Requirement -> Scan the records below for the word "柯岩大道". Copy each line where it appears.

Data extracted from a collection
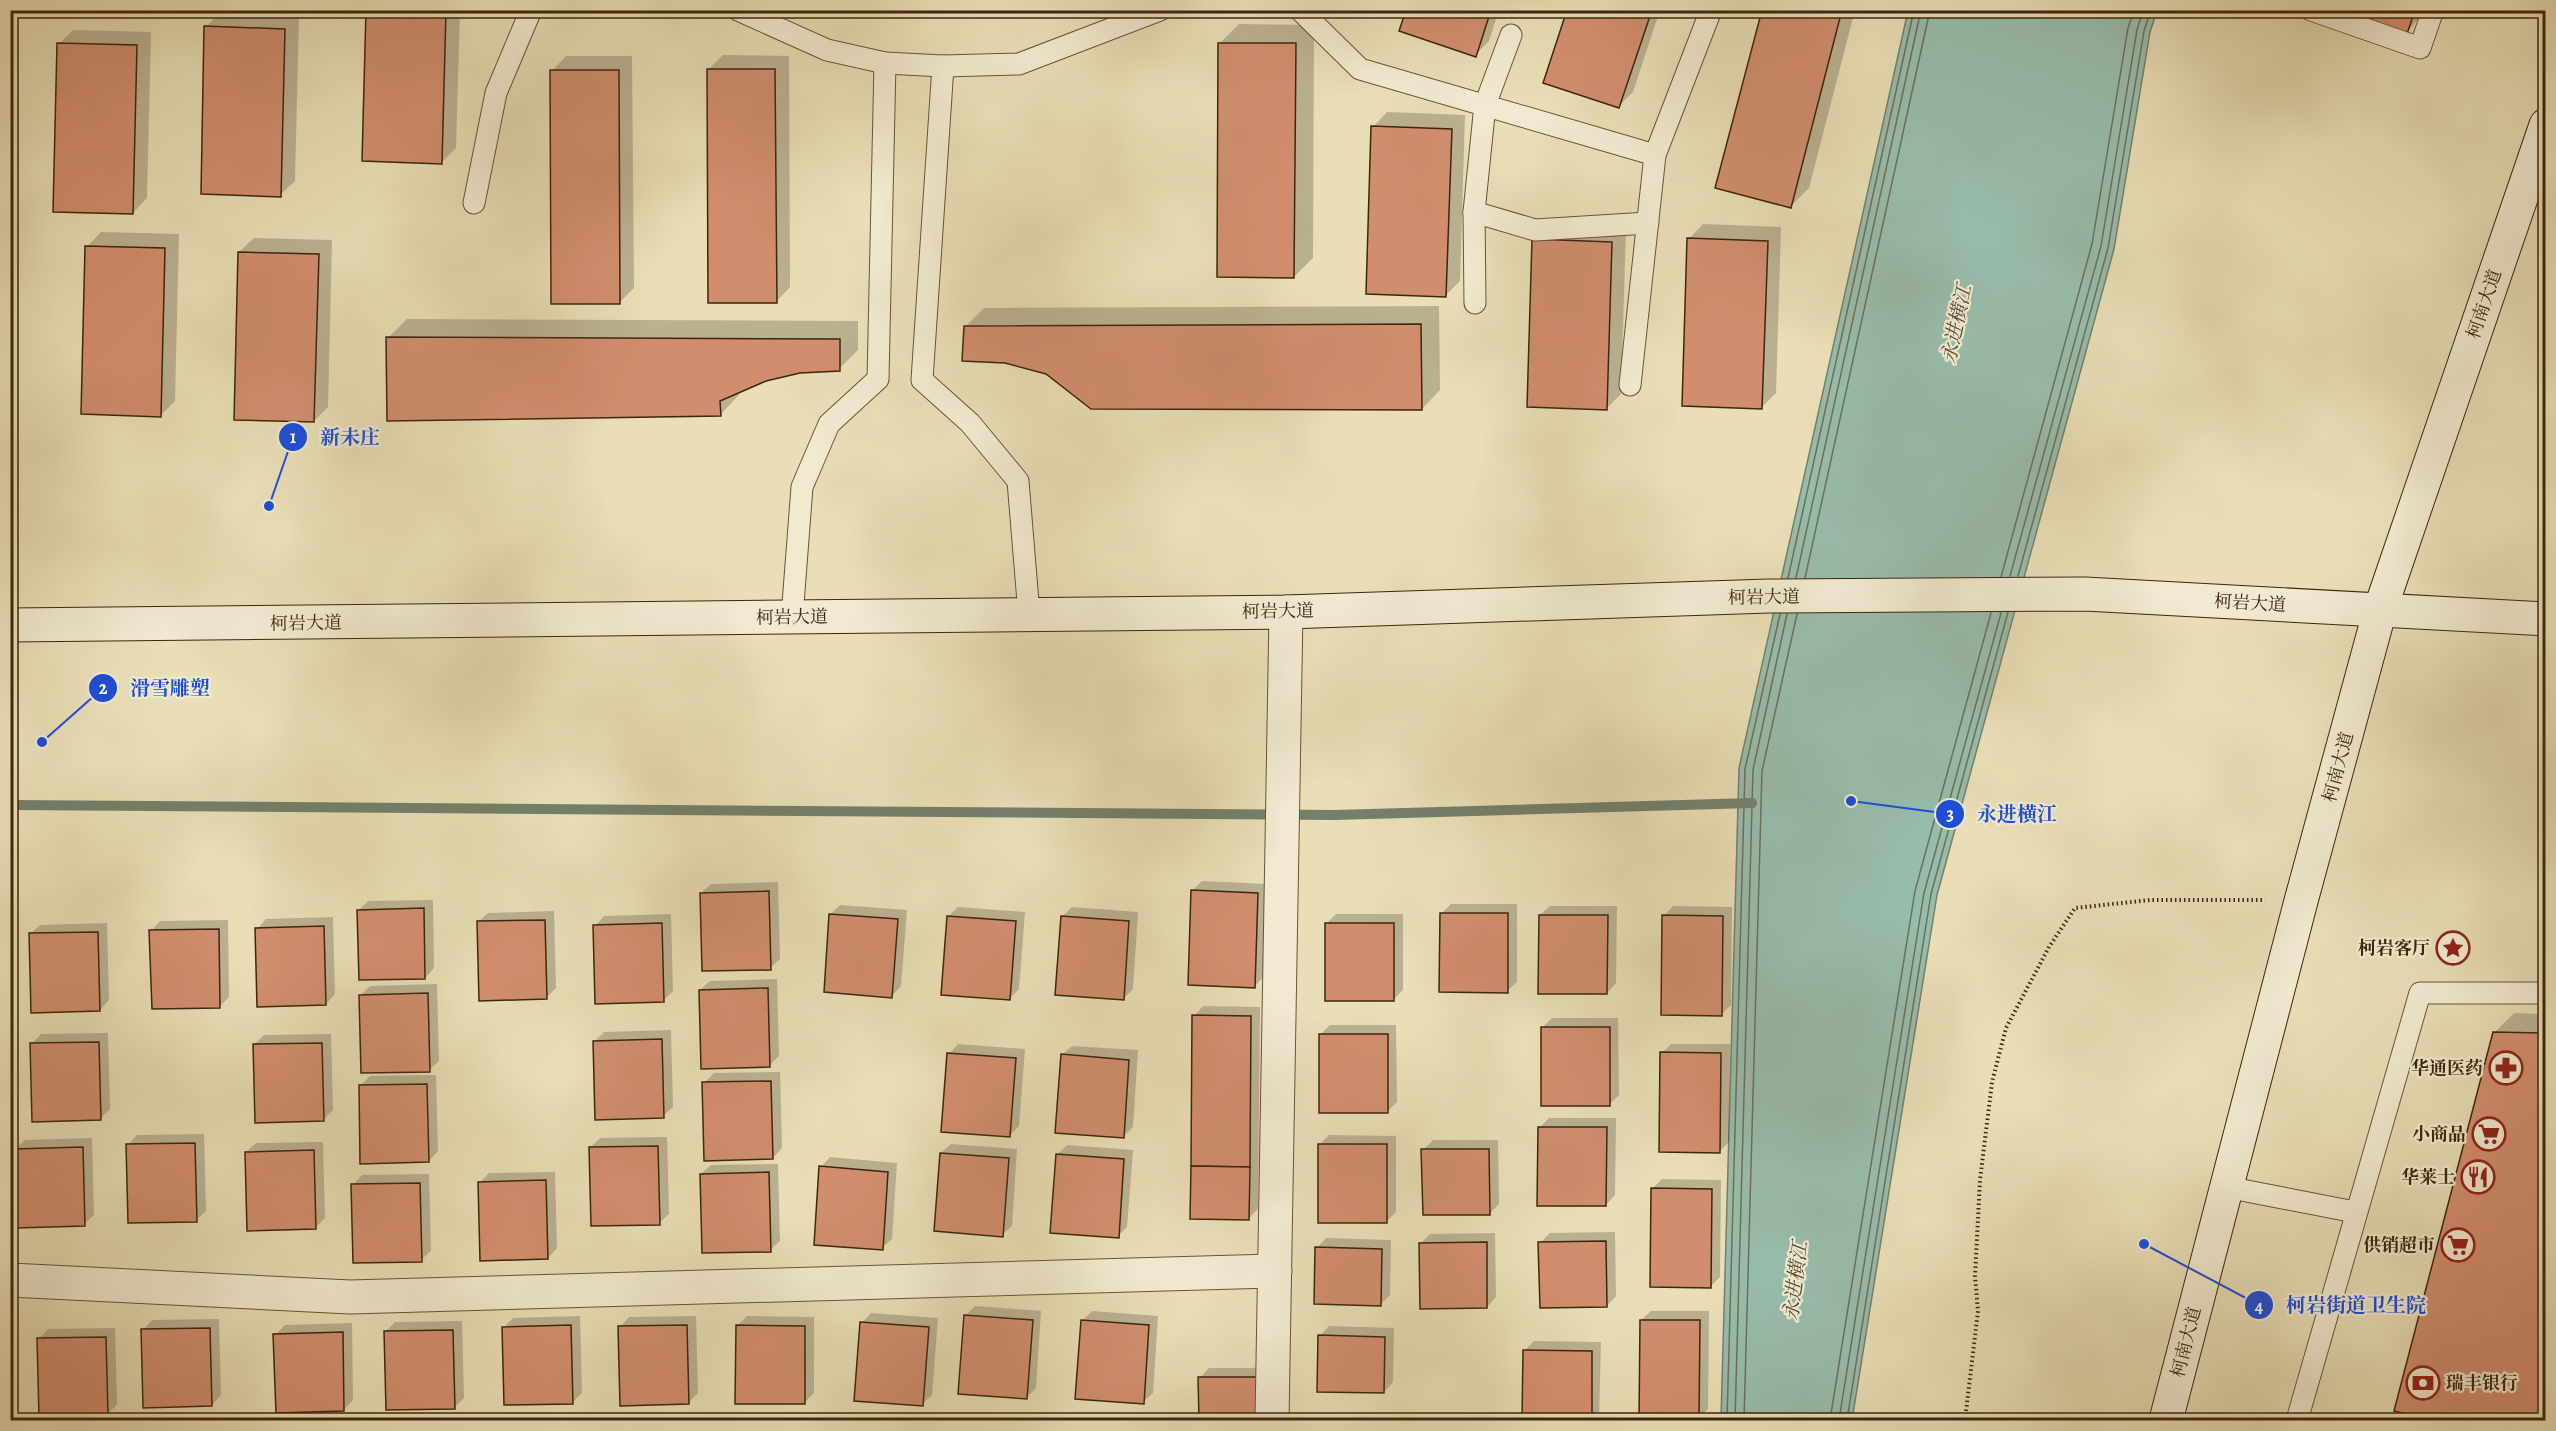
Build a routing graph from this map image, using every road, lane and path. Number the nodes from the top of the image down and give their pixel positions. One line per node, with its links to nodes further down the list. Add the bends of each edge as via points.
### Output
1 (531, 10): 14 (lane, via 496,93)
2 (738, 10): 9 (lane, via 827,50)
3 (1160, 10): 10 (lane, via 1019,64)
4 (1300, 10): 11 (lane, via 1360,69)
5 (1711, 10): 13 (lane)
6 (2311, 10): 7 (lane, via 2420,48)
7 (2433, 10)
8 (1511, 35): 11 (lane)
9 (885, 63): 10 (lane); 22 (lane, via 878,379 829,424 802,487)
10 (943, 66): 21 (lane, via 922,380 970,423 1018,481)
11 (1485, 105): 13 (lane); 15 (lane)
12 (2544, 133): 19 (street, 柯南大道)
13 (1655, 154): 16 (lane)
14 (474, 203)
15 (1474, 212): 16 (lane, via 1535,230); 17 (lane)
16 (1648, 223): 18 (lane)
17 (1475, 303)
18 (1630, 385)
19 (2380, 610): 20 (street, 柯岩大道, via 2085,594 1769,596); 23 (street, 柯岩大道); 25 (street, 柯南大道)
20 (1286, 612): 21 (street, 柯岩大道); 29 (street)
21 (1029, 615): 22 (street, 柯岩大道)
22 (792, 617): 24 (street, 柯岩大道)
23 (2546, 619)
24 (10, 625)
25 (2301, 901): 27 (street, 柯南大道); 32 (path, via 2150,900 2075,908 2049,947 2006,1028 1992,1082 1980,1180 1977,1311)
26 (2546, 993): 28 (lane, via 2420,993)
27 (2226, 1187): 28 (lane); 33 (street, 柯南大道)
28 (2355, 1212): 34 (lane)
29 (1275, 1271): 30 (street, via 350,1297); 31 (street)
30 (10, 1280)
31 (1272, 1420)
32 (1965, 1420)
33 (2166, 1420)
34 (2297, 1420)

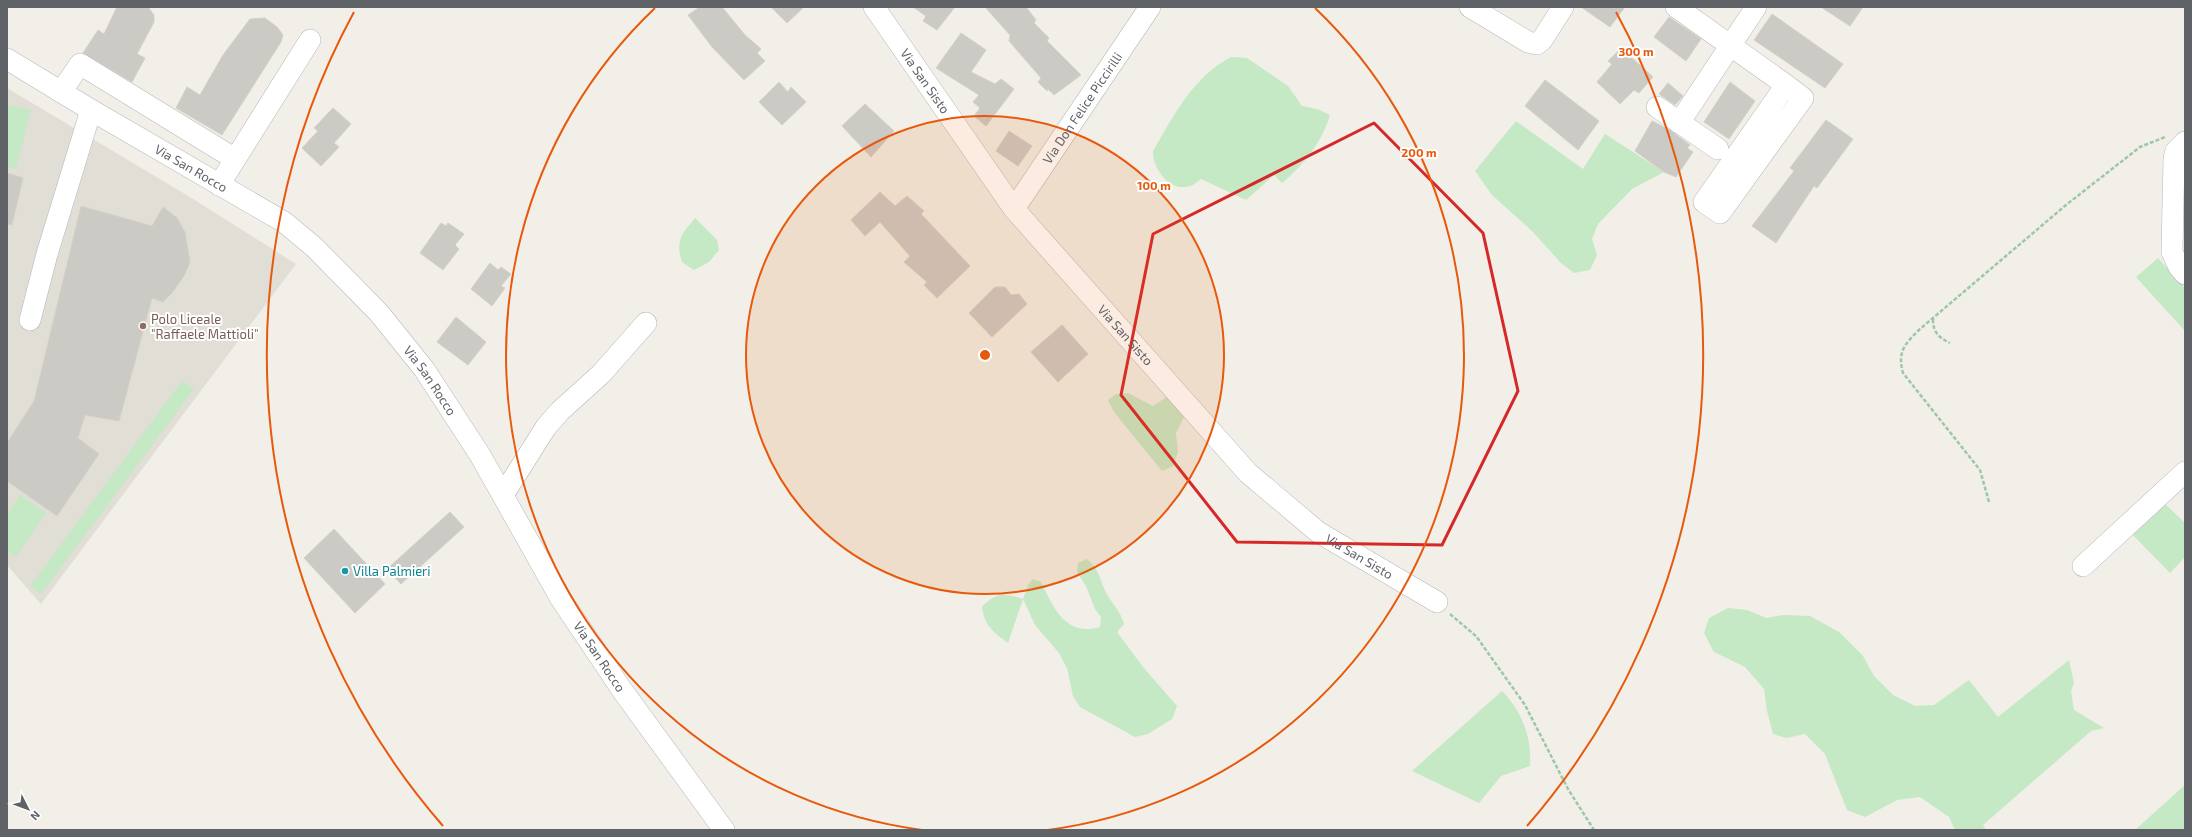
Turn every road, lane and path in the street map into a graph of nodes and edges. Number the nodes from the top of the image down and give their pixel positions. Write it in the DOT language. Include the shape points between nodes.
graph roads {
  1 [pos="874,7"];
  2 [pos="1150,7"];
  3 [pos="1470,7"];
  4 [pos="1563,7"];
  5 [pos="1676,7"];
  6 [pos="1756,7"];
  7 [pos="310,40"];
  8 [pos="1730,44"];
  9 [pos="7,59"];
  10 [pos="1786,85"];
  11 [pos="61,92"];
  12 [pos="1657,107"];
  13 [pos="91,110"];
  14 [pos="1679,123"];
  15 [pos="2177,140"];
  16 [pos="1718,149"];
  17 [pos="235,159"];
  18 [pos="219,185"];
  19 [pos="1014,209"];
  20 [pos="2185,274"];
  21 [pos="1933,318"];
  22 [pos="30,320"];
  23 [pos="646,323"];
  24 [pos="1950,343"];
  25 [pos="2185,472"];
  26 [pos="503,495"];
  27 [pos="1989,502"];
  28 [pos="2082,566"];
  29 [pos="1437,602"];
  30 [pos="724,830"];
  31 [pos="1594,830"];
  1 -- 19 [label="street, Via San Sisto"];
  2 -- 19 [label="street, Via Don Felice Piccirilli"];
  3 -- 4 [label="street" via="1528,42 1537,44"];
  5 -- 8 [label="street"];
  6 -- 8 [label="street"];
  7 -- 17 [label="street"];
  8 -- 10 [label="street"];
  8 -- 14 [label="street"];
  9 -- 11 [label="street, Via San Rocco"];
  10 -- 10 [label="street" via="1704,202 1720,213 1802,98"];
  11 -- 13 [label="street, Via San Rocco"];
  11 -- 17 [label="street" via="80,64"];
  12 -- 14 [label="street"];
  13 -- 18 [label="street, Via San Rocco"];
  13 -- 22 [label="street" via="46,254"];
  14 -- 16 [label="street"];
  15 -- 20 [label="street" via="2174,158 2172,252"];
  15 -- 21 [label="path" via="2162,137 2140,147 2066,205"];
  17 -- 18 [label="street"];
  18 -- 26 [label="street, Via San Rocco" via="284,222 314,247 379,313 424,369"];
  19 -- 29 [label="street, Via San Sisto" via="1248,473 1318,532"];
  21 -- 24 [label="path" via="1933,328 1937,335"];
  21 -- 27 [label="path" via="1910,338 1903,348 1899,361 1903,373 1980,470"];
  23 -- 26 [label="street" via="601,374 546,427"];
  25 -- 28 [label="street"];
  26 -- 30 [label="street, Via San Rocco" via="565,605 622,690"];
  29 -- 31 [label="path" via="1476,636 1526,705 1568,789"];
}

Written answer ->
19 (2380, 610): 20 (street, 柯岩大道, via 2085,594 1769,596); 23 (street, 柯岩大道); 25 (street, 柯南大道)
20 (1286, 612): 21 (street, 柯岩大道); 29 (street)
21 (1029, 615): 22 (street, 柯岩大道)
22 (792, 617): 24 (street, 柯岩大道)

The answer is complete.